Biophysics of Proteins at Surfaces: Assembly, Activation, Signaling

Tuesday Speaker Abstracts

Supramolecular Assembly of Pulmonary Surfactant Protein SP-B Ensures Proper

Dynamics and Structural Stability of Multilayered Films at the Respiratory Air-Liquid

Interface

Bárbara Olmeda

1

, Begoña García-Álvarez

1

, Manuel J. Gómez

2

, Marta Martínez-Calle

1

,

Antonio Cruz

1

, Jesús Pérez-Gil

1

.

1

Universidad Complutense de Madrid, Madrid, Spain,

2

Centro de Astrobiología (INTA-CSIC),

Torrejón de Ardoz, Madrid, Spain.

Surfactant protein SP-B is essential to facilitate the formation and proper performance of surface

active pulmonary surfactant films at the air-liquid interface of mammalian lungs, allowing both

dynamics and mechanical stability of the film. Despite its importance, neither a structural model

nor a molecular mechanism of SP-B is available.

In the present work we have purified and characterized native SP-B supramolecular assemblies

to elaborate a model that supports structure-function features described for SP-B. Purification of

porcine SP-B using detergent-solubilized surfactant reveals the presence of 10 nm ring-shaped

particles.

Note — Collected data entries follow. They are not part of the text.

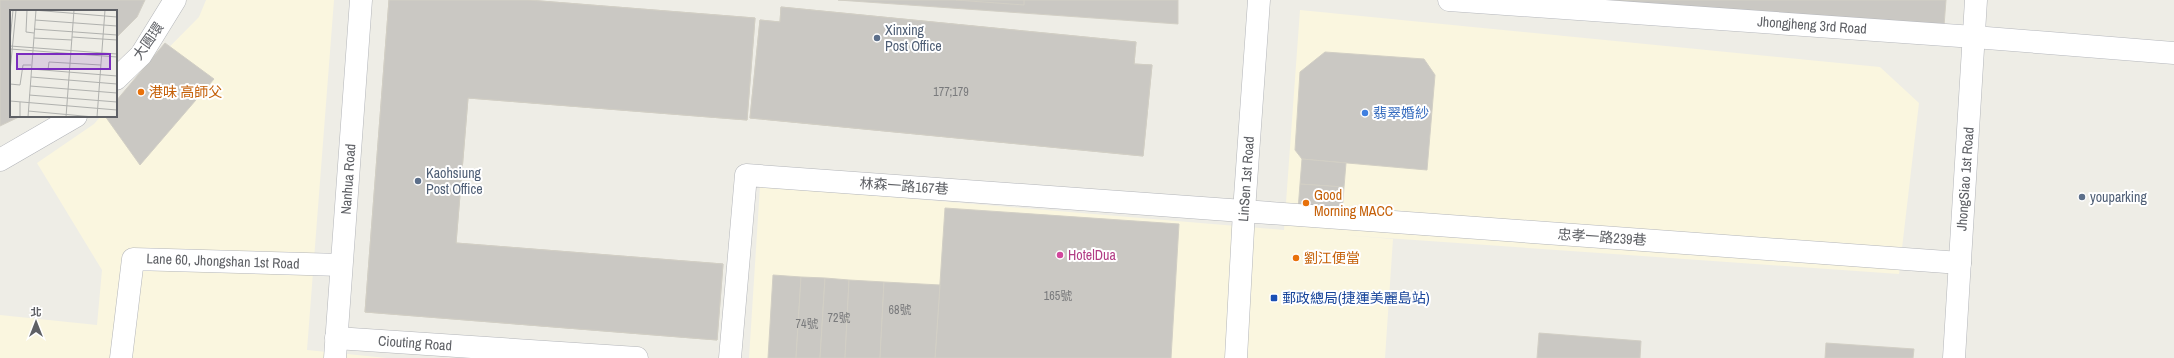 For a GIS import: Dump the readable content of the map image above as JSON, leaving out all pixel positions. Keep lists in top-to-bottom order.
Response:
{
  "streets": {
    "street": [
      "Jhongjheng 3rd Road",
      "大圓環",
      "Nanhua Road",
      "LinSen 1st Road",
      "JhongSiao 1st Road",
      "林森一路167巷",
      "忠孝一路239巷",
      "Lane 60, Jhongshan 1st Road",
      "Ciouting Road"
    ]
  },
  "crossings": [
    ["Jhongjheng 3rd Road", "JhongSiao 1st Road"],
    ["Nanhua Road", "Lane 60, Jhongshan 1st Road"],
    ["Nanhua Road", "Ciouting Road"],
    ["LinSen 1st Road", "林森一路167巷"],
    ["LinSen 1st Road", "忠孝一路239巷"],
    ["JhongSiao 1st Road", "忠孝一路239巷"],
    ["林森一路167巷", "忠孝一路239巷"]
  ],
  "places": {
    "other": [
      "Xinxing Post Office",
      "港味 高師父",
      "翡翠婚紗",
      "Kaohsiung Post Office",
      "youparking",
      "Good Morning MACC",
      "HotelDua",
      "劉江便當"
    ],
    "transit": ["郵政總局(捷運美麗島站)"]
  },
  "house_numbers": [
    "177;179",
    "165號",
    "68號",
    "72號",
    "74號"
  ],
  "north": "top"
}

These rings, observed by atomic force and electron microscopy, would be assembled

by oligomerization of SP-B as a multimer of dimers forming a hydrophobically coated ring at the

surface of phospholipid membranes or monolayers.

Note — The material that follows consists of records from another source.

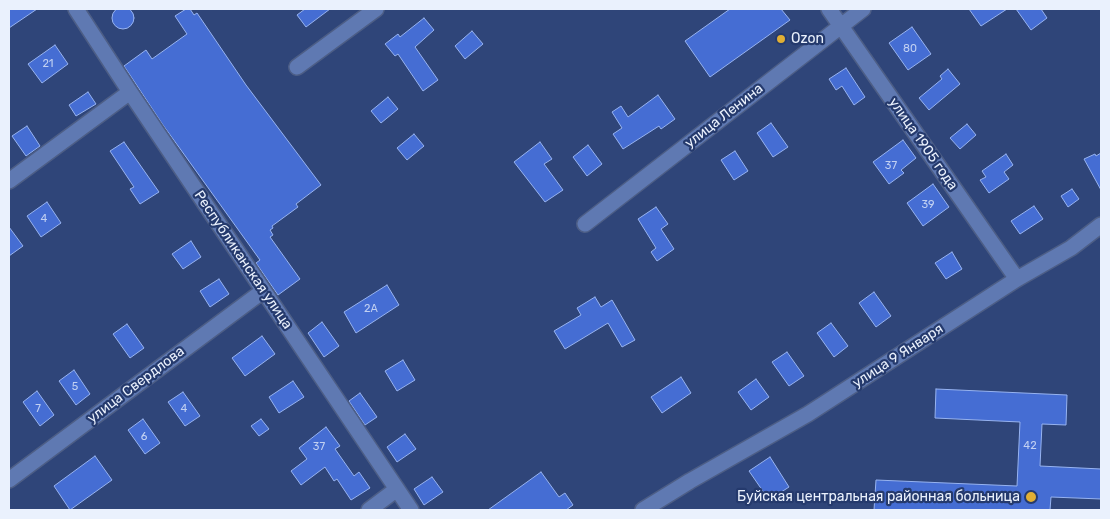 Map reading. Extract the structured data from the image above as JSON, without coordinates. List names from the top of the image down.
{
  "streets": {
    "street": [
      "улица Ленина",
      "улица 1905 года",
      "Республиканская улица",
      "улица 9 Января",
      "улица Свердлова"
    ]
  },
  "crossings": [
    ["улица Ленина", "улица 1905 года"],
    ["улица 1905 года", "улица 9 Января"],
    ["Республиканская улица", "улица Свердлова"]
  ],
  "places": ["Ozon", "Буйская центральная районная больница"],
  "house_numbers": [
    "80",
    "21",
    "37",
    "39",
    "4",
    "2А",
    "5",
    "7",
    "4",
    "6",
    "42",
    "37"
  ]
}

Docking of rings from neighboring membranes would lead to formation of SP-B-based

hydrophobic tubes, competent to facilitate the rapid flow of surface active lipids both between

membranes and between surfactant membranes and the interface. The existence of these SP-B

complexes not only sustain the dynamic behavior required by breathing conditions, but also

explain how the protein facilitates cohesivity and mechanical stabilization of the multilayered

three-dimensional structure of surfactant films at the surface of the alveolar epithelium.